The plaintiff went back to see Dr Yates 11 days later, on 13 February 2008, on which occasion Dr Yates recorded “[b]ack at Cath Ed, exhausted by end of work 3pm, unable to do other job at Centacare at present”.[81]
[81] Exhibit 1, p 7.
This prompted Dr Yates to write a letter to Centacare, dated 13 February 2008, stating:
“[The plaintiff] is currently suffering from neck pains & headaches subsequent to motor vehicle accident and pre-existing migraine
& neck pains.[82] She is fit for her work at Catholic Education but currently unable to complete her duties at Centacare. This will be reassessed after attendance at a pain management course 18th February to 29th February.”[83][82]Dr Yates’ oral evidence (at T 2-33.22-.24) was that he did not have any record of pre-existing neck pains as such, “so it’s possibly not particularly well-worded”.
[83] Exhibit 1, p 108. Strike out added.
It is apparent that the plaintiff did not at any stage return to her job with Centacare after the accident. Her employment with Centacare was formally terminated on 17 March 2008, seemingly in circumstances where the plaintiff had not responded to correspondence from Centacare enquiring as to her intentions regarding returning to work.[84]
[84] Exhibit 1, p 310.
The plaintiff attended the Wesley Hospital between 18 and 29 February 2008 and participated in a “back rehabilitation and pain management program” (referred to as the Wesley pain clinic).

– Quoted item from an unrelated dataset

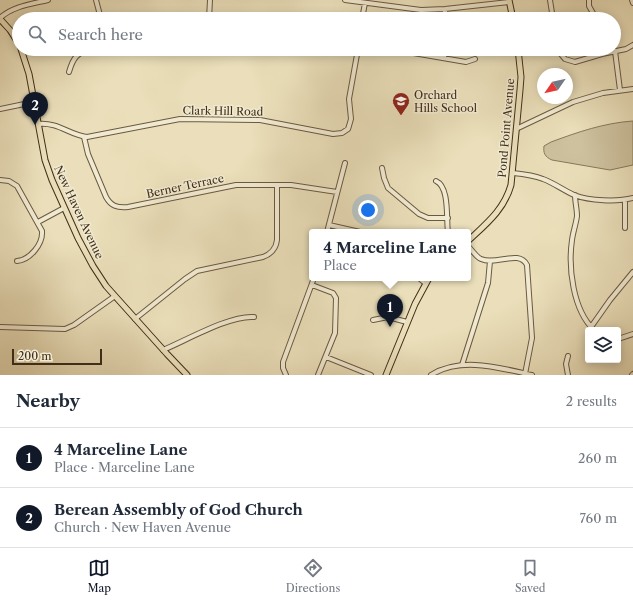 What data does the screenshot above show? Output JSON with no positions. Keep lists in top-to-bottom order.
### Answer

In her evidence, the plaintiff said she found this beneficial, and that there was improvement in her pain levels after attending the Wesley pain clinic. Her husband also said he “felt she was in a better place” afterwards.[85] As part of the process, an exercise program was developed for the plaintiff, which she could continue with at home. She described this as “like my Bible”,[86] because she would refer to it when she needed to remind herself of the exercises she had to do.
[85] T 2-19.18.
[86] T 1-32.39.
At the end of the program, a “comprehensive report” was prepared by Dr Yaksich and Ms McGrory.[87] By way of “background information”, the report states:
“Onset of neck pain and headaches following a motor vehicle accident in august 2007. Returned to work on a graded return to work program after six weeks. Has ongoing headaches of varying severity. Admitted to RBH for one week with severe migraine. No lasting benefit from physiotherapy and acupuncture. Participation in The Wesley Back Rehabilitation Program recommended.”
[87] Exhibit 1, p 220.
A comparison of various things, on admission and discharge, is set out in the report (including pain levels, functional capacity assessment, safe lifting loads and psychological tests).[88] The report concludes with the following “recommendations”:
“Recommendations:
· Maintain physical conditioning program (refer Physiotherapy and Exercise Physiologist’s reports)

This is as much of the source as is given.